● DATASET EXCERPTS
- - - -

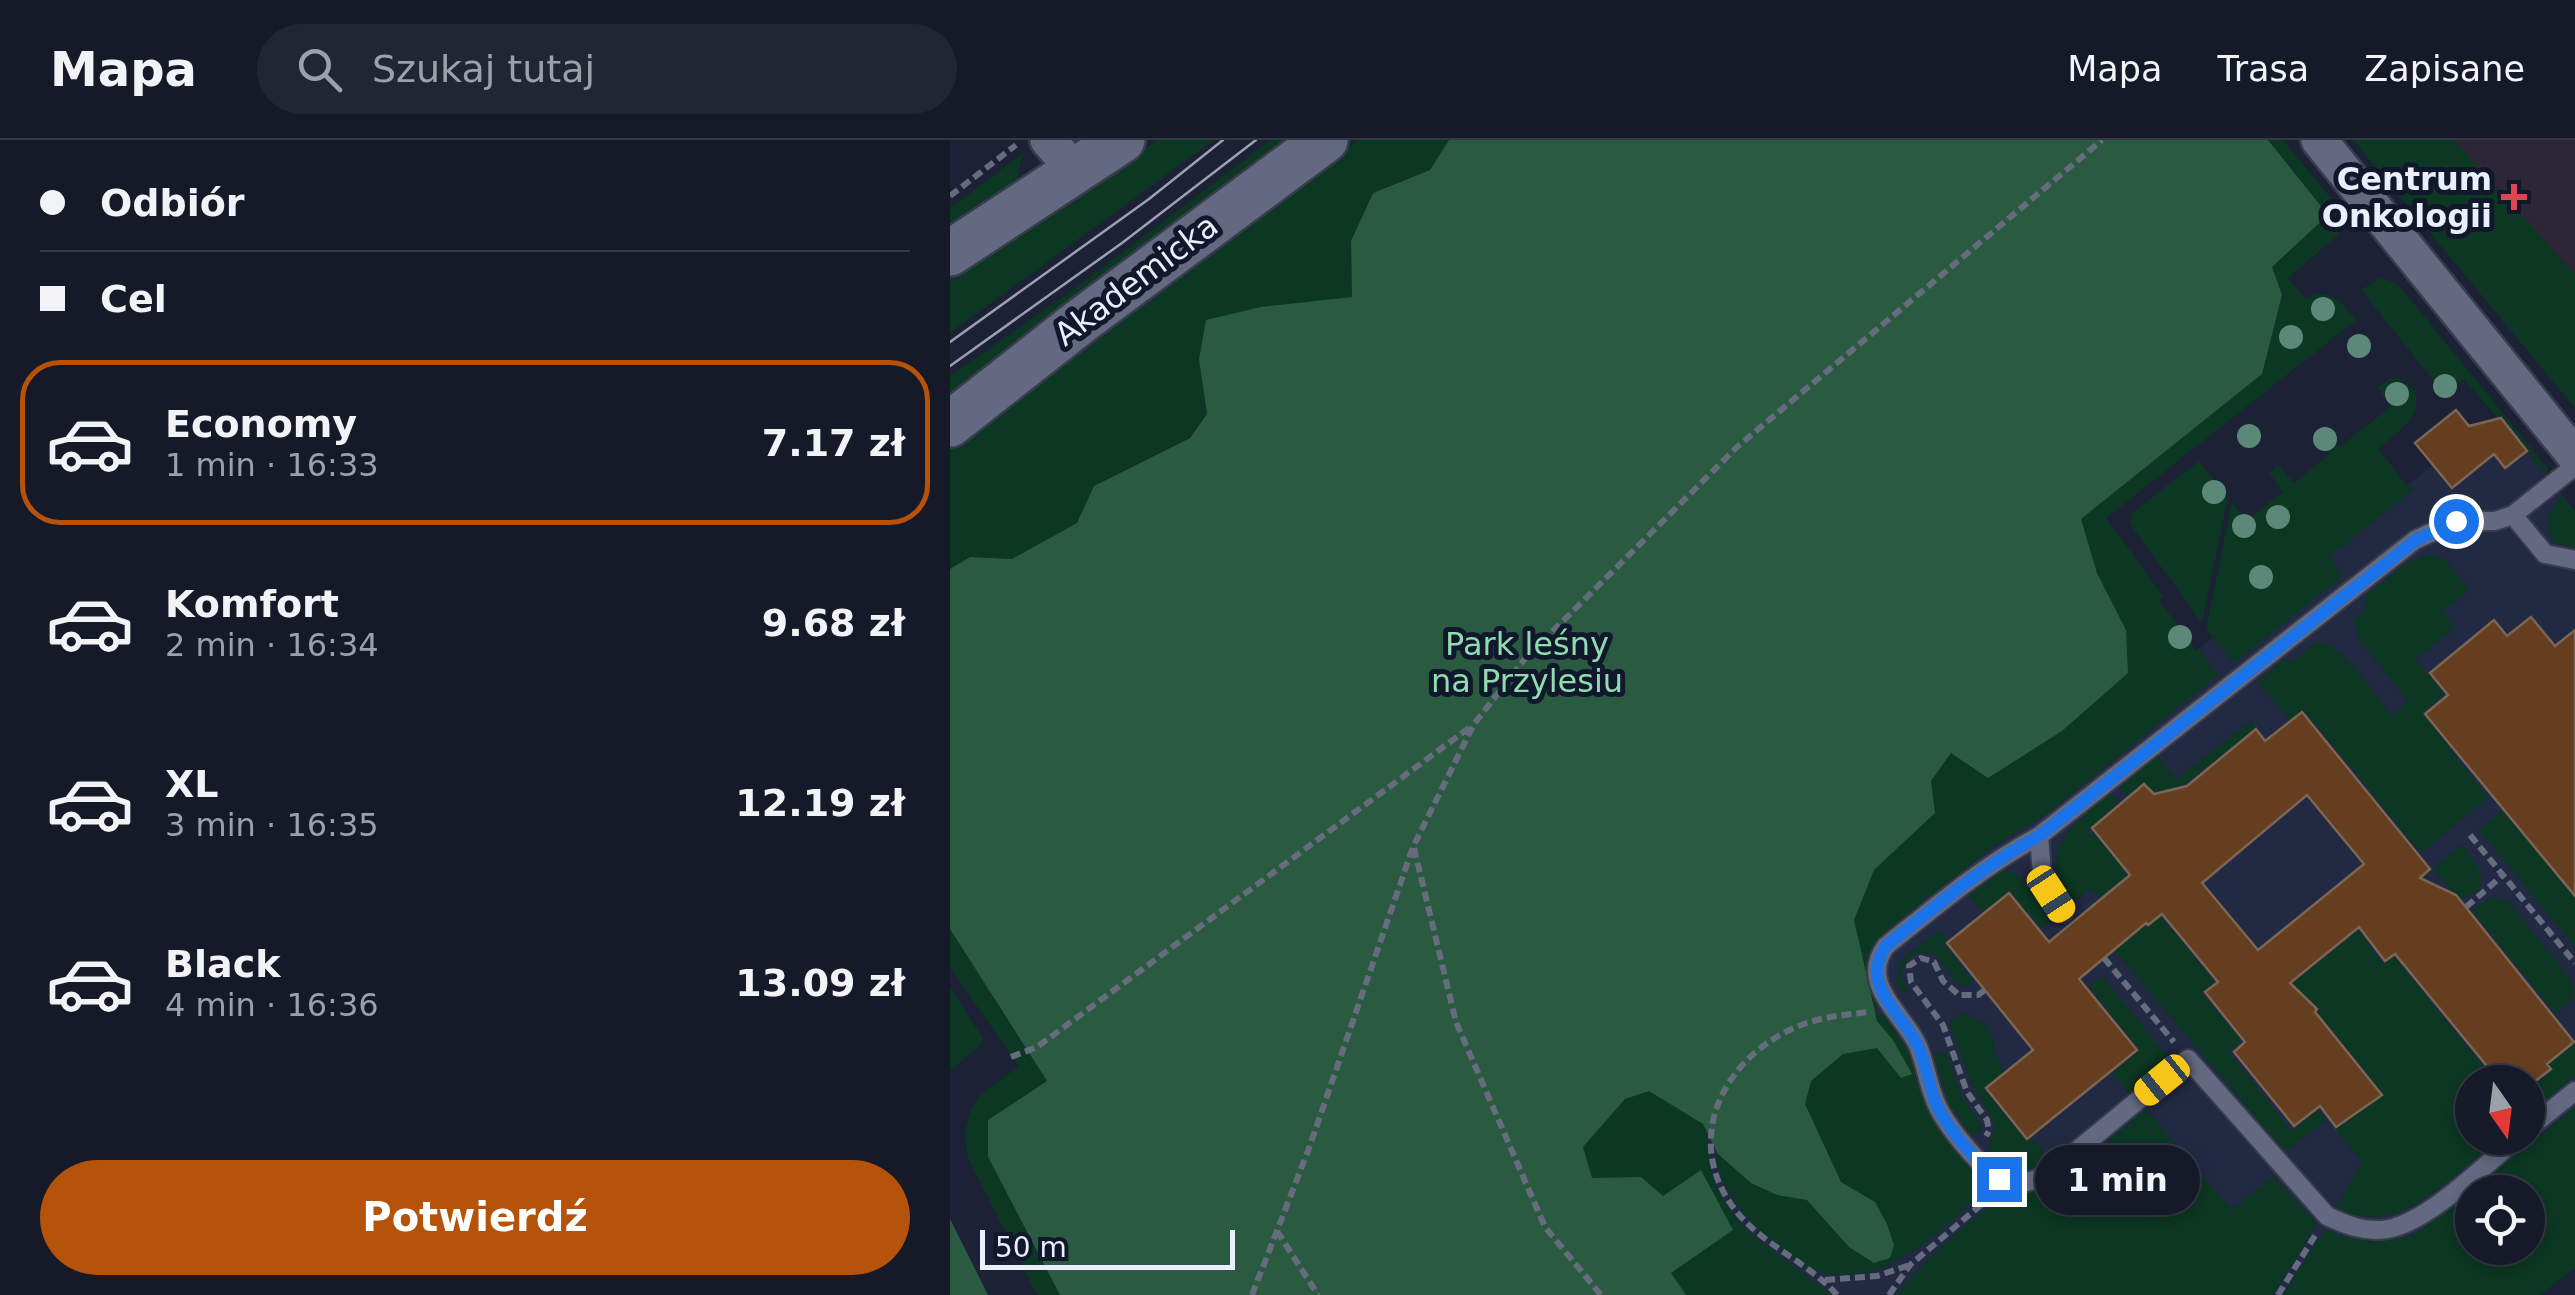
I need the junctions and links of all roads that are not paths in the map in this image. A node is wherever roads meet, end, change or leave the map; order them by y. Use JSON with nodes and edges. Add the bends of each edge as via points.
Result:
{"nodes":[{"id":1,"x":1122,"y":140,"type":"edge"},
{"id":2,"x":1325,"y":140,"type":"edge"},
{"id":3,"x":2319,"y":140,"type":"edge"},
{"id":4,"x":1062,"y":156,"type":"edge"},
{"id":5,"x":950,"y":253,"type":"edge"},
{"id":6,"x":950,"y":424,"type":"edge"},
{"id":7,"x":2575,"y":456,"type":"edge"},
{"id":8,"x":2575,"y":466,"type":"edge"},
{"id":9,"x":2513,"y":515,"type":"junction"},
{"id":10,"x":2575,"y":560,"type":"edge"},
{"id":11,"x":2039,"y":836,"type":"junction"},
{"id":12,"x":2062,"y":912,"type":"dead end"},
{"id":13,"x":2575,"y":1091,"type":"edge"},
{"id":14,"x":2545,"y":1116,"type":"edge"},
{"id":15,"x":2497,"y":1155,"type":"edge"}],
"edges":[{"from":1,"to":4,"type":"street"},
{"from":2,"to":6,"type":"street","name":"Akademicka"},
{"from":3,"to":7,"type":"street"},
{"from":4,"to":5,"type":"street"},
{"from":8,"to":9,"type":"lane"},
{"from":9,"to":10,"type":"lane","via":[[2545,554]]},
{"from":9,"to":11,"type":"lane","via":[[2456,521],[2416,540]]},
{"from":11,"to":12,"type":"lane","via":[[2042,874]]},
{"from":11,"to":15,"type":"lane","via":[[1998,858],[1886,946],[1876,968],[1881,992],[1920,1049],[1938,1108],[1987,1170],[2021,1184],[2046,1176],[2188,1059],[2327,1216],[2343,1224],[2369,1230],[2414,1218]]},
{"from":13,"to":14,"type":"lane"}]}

- - - -

Gather all lines from the listing above in which "street" occurs.

"edges":[{"from":1,"to":4,"type":"street"},
{"from":2,"to":6,"type":"street","name":"Akademicka"},
{"from":3,"to":7,"type":"street"},
{"from":4,"to":5,"type":"street"},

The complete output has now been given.